## [Task item]
Return all lines from the listing below in which the string "edge" occurs.

[[ Extracted entries, beginning ]]

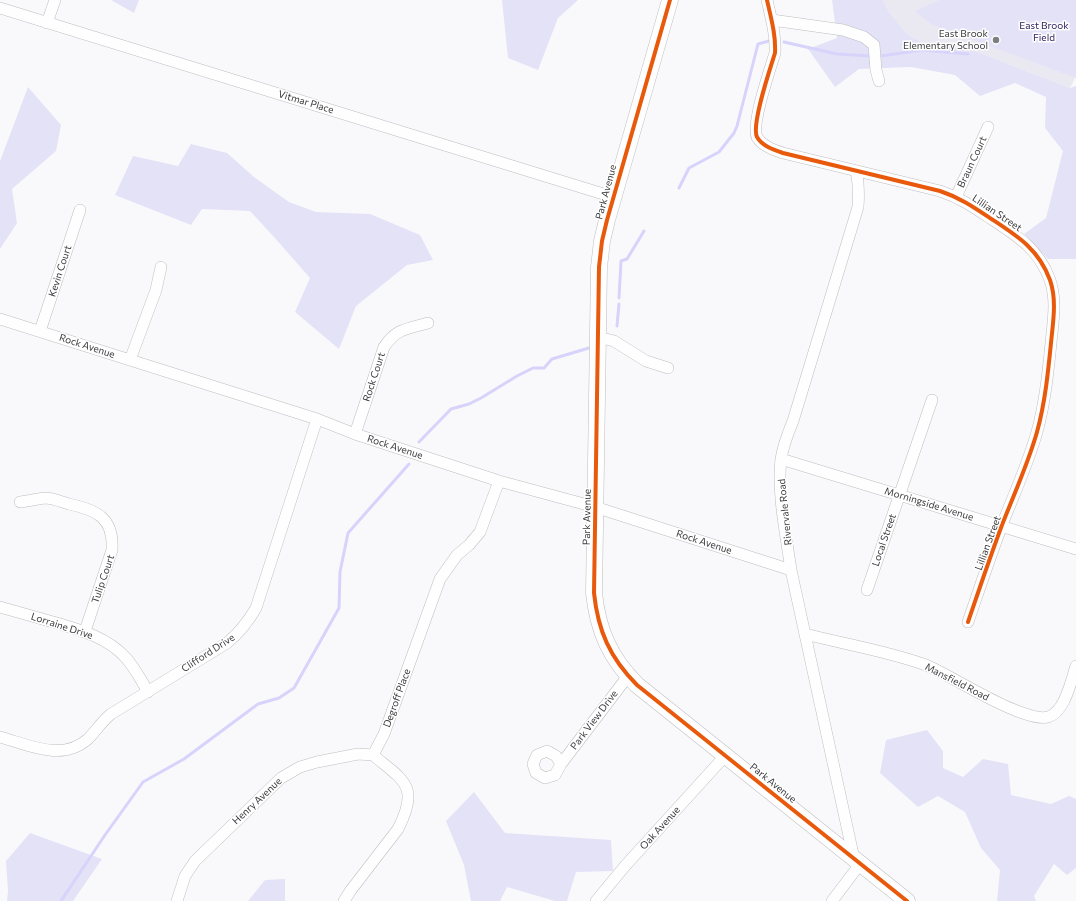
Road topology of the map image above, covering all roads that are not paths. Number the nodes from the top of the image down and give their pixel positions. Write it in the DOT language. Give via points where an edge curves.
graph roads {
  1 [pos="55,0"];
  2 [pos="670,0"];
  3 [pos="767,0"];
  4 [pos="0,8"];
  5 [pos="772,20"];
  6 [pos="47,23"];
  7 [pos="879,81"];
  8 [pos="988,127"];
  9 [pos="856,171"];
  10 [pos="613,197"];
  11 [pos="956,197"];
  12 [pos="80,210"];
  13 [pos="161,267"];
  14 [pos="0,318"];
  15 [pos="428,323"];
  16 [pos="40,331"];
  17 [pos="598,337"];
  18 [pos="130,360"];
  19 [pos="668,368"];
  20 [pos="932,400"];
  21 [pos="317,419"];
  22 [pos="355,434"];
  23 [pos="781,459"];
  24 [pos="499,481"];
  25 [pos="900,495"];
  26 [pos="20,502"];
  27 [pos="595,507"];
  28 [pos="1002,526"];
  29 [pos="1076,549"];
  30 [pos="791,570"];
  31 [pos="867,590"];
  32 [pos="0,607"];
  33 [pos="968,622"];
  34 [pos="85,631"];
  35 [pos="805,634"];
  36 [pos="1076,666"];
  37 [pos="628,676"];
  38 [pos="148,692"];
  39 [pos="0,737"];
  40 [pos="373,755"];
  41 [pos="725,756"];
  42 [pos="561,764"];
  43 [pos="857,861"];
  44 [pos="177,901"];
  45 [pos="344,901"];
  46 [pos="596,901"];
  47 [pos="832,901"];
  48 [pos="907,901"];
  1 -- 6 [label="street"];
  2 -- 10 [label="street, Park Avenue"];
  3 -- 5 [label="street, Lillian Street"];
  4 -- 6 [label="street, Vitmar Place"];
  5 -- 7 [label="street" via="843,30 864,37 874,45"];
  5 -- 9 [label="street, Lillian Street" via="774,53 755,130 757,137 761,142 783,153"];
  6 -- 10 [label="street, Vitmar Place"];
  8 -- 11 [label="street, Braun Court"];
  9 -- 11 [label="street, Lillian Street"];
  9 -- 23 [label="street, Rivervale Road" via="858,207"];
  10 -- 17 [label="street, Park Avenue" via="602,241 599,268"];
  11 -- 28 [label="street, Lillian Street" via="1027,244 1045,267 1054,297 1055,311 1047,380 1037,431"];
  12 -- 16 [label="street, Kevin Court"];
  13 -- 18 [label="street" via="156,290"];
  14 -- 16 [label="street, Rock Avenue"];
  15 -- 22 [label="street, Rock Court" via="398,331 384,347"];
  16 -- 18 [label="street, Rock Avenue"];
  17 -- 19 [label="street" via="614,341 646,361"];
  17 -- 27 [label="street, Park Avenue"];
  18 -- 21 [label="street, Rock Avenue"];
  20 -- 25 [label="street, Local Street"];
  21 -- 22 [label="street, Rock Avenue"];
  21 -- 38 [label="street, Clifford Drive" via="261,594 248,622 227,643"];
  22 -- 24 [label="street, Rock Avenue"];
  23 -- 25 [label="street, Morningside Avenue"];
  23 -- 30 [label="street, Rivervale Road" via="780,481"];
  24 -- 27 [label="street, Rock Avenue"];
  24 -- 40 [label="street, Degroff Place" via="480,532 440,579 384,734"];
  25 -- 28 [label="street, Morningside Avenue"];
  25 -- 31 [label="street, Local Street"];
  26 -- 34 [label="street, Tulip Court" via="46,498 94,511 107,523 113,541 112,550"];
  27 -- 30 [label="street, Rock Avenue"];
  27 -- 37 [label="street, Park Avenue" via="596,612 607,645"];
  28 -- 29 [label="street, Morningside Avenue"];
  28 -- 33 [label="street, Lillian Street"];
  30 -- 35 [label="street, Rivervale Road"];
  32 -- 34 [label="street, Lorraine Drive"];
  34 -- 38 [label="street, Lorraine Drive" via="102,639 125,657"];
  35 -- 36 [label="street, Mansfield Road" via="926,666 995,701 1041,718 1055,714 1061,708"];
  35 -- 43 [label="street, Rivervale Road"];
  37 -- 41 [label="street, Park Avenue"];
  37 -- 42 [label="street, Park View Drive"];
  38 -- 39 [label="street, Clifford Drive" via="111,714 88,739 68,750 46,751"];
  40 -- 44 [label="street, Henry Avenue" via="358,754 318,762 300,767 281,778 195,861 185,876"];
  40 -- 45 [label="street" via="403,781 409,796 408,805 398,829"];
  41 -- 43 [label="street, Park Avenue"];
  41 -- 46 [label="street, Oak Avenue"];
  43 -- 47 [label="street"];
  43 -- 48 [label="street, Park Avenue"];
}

[[ Extracted entries, end ]]
[[ Extracted entries, beginning ]]

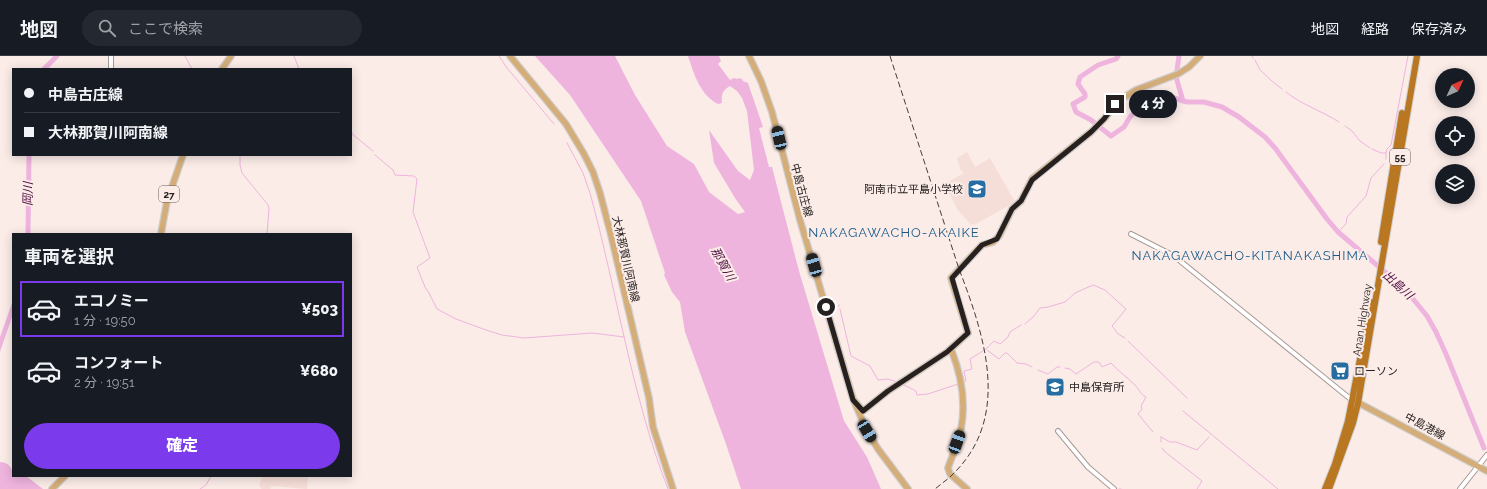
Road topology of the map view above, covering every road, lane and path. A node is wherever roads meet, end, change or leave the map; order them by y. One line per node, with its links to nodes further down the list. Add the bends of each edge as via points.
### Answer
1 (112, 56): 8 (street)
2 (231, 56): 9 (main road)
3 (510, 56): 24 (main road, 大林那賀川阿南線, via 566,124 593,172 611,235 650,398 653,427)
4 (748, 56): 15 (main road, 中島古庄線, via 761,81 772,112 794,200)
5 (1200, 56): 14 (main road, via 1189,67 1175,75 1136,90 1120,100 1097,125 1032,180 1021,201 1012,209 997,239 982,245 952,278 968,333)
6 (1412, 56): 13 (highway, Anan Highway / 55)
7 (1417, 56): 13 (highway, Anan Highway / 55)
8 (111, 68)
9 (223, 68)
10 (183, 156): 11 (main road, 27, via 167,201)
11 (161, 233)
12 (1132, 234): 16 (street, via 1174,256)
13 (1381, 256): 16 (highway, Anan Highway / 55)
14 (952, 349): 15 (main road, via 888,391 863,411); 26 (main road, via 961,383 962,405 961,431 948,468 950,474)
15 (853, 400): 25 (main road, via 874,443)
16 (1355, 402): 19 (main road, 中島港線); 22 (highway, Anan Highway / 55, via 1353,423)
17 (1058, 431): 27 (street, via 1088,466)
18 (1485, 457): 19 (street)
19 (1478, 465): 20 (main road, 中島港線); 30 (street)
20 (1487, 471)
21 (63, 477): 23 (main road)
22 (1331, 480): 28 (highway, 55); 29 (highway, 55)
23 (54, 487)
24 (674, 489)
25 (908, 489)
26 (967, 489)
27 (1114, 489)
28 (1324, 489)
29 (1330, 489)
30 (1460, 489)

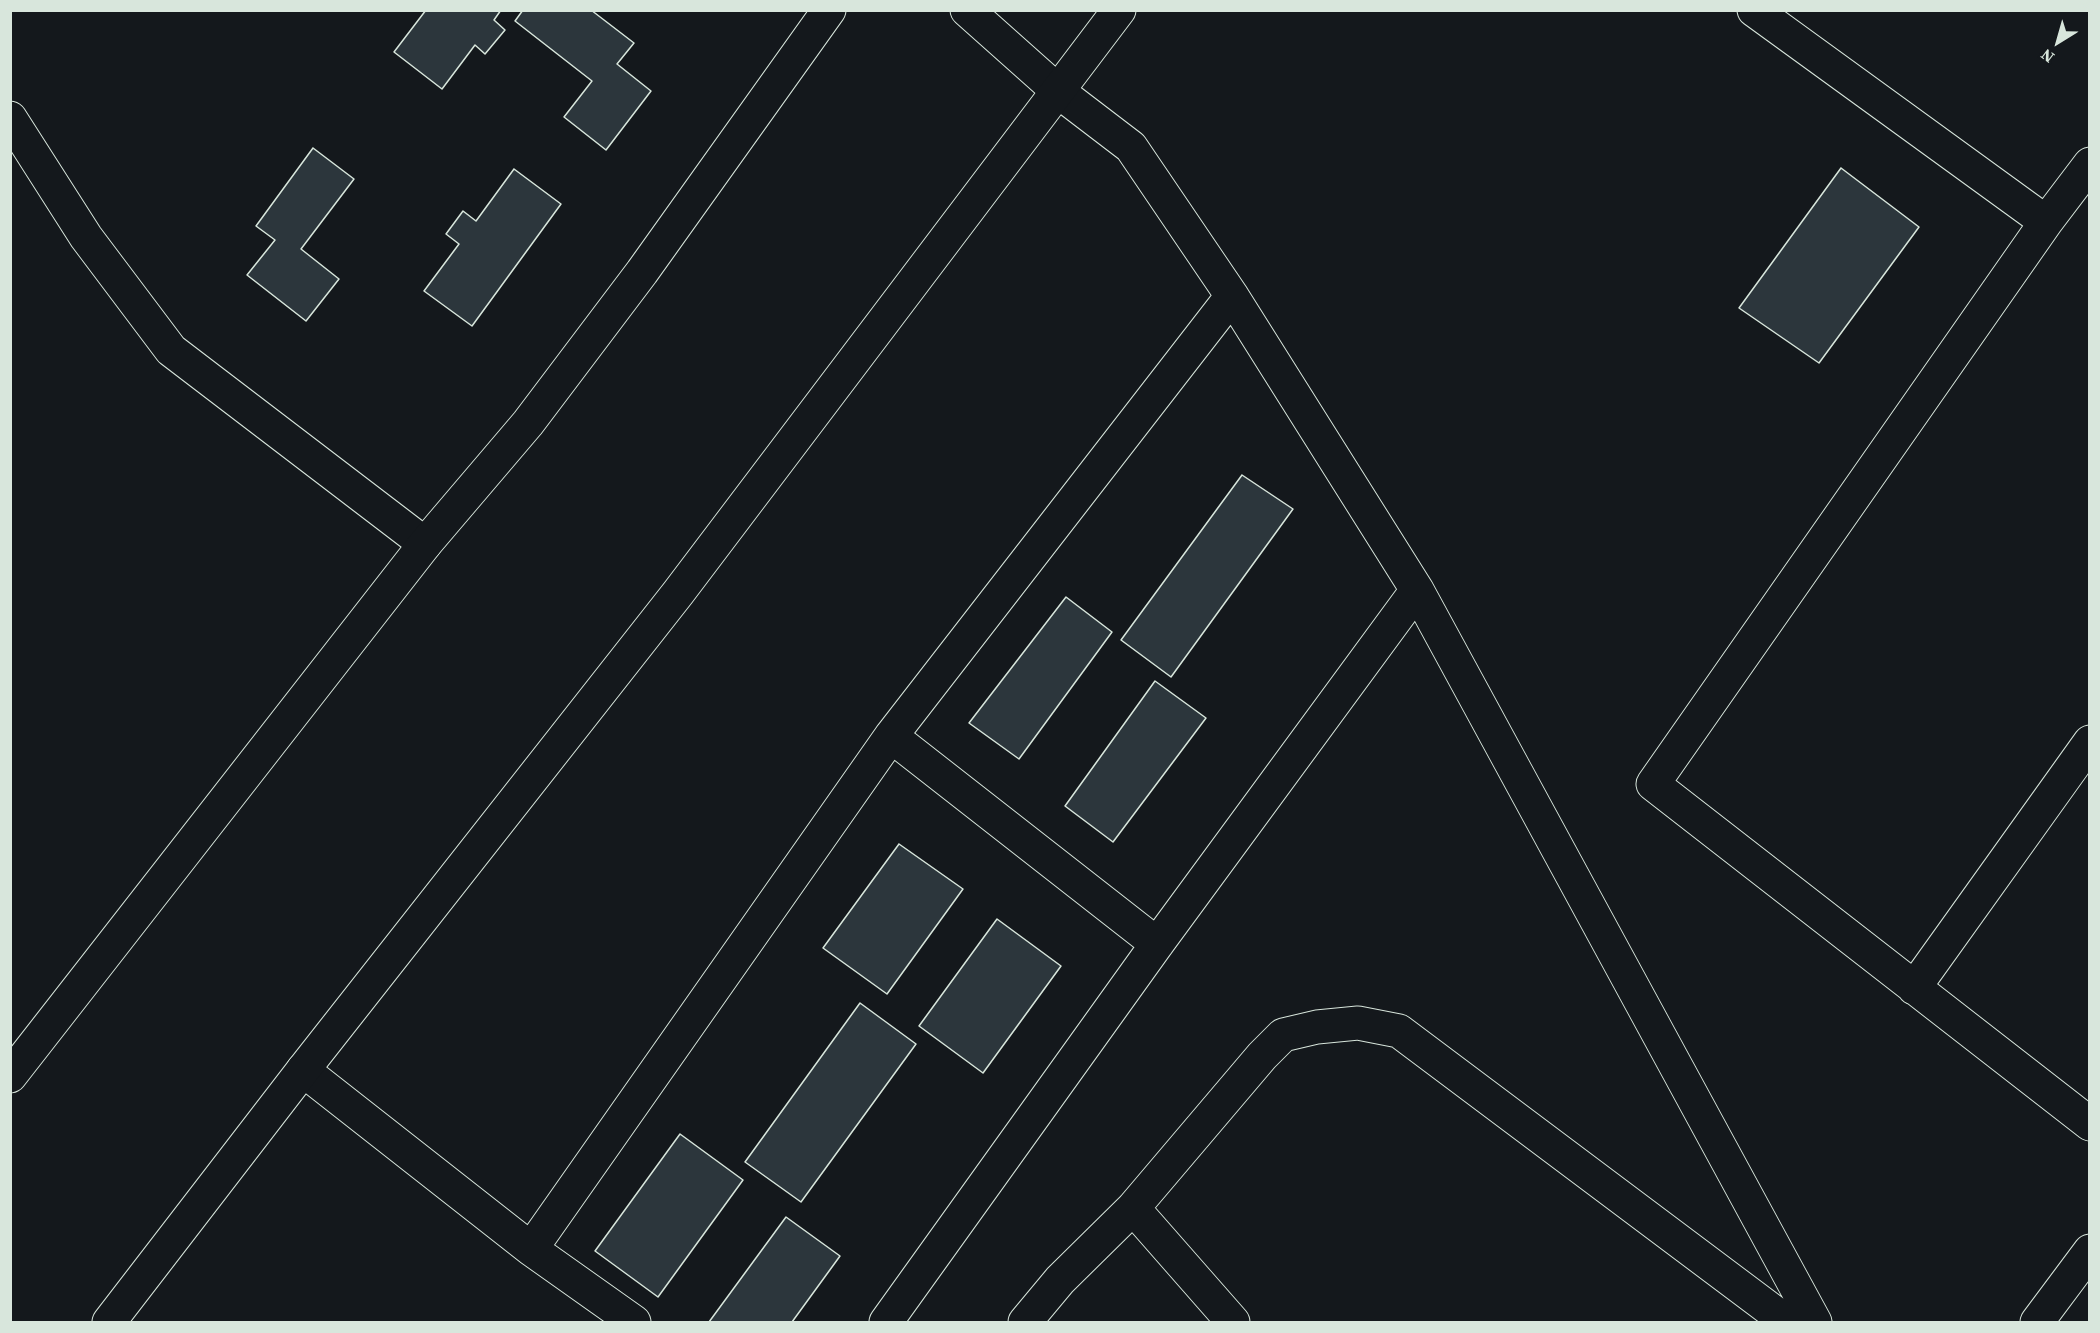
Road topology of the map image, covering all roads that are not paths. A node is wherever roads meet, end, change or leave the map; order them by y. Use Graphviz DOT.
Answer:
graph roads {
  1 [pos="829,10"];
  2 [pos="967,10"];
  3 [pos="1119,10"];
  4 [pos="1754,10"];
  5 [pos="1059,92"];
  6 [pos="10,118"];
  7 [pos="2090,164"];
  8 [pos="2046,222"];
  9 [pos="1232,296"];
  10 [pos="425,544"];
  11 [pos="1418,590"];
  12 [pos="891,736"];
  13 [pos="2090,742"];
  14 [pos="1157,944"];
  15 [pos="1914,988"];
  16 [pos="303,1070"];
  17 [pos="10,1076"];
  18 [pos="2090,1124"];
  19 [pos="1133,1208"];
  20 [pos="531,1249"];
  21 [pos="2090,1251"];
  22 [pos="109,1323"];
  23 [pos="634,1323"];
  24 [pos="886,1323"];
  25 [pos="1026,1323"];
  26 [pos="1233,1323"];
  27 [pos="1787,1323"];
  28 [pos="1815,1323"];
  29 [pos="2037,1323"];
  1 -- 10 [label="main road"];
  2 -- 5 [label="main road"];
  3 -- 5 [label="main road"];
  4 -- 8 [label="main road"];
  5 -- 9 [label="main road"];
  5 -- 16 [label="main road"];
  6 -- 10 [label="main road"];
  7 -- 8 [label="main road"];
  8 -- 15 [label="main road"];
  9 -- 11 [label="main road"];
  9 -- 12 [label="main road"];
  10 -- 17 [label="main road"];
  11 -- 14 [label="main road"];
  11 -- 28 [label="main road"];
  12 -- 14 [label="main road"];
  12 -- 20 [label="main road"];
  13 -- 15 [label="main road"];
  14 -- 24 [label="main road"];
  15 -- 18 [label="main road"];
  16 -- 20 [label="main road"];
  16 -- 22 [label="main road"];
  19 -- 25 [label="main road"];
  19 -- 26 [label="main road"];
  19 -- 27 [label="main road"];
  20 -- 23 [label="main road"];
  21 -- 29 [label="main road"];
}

[[ Extracted entries, end ]]

## [Written answer]
Road topology of the map image above, covering all roads that are not paths. Number the nodes from the top of the image down and give their pixel positions. Write it in the DOT language. Give via points where an edge curves.
Road topology of the map view above, covering every road, lane and path. A node is wherever roads meet, end, change or leave the map; order them by y. One line per node, with its links to nodes further down the list. Add the bends of each edge as via points.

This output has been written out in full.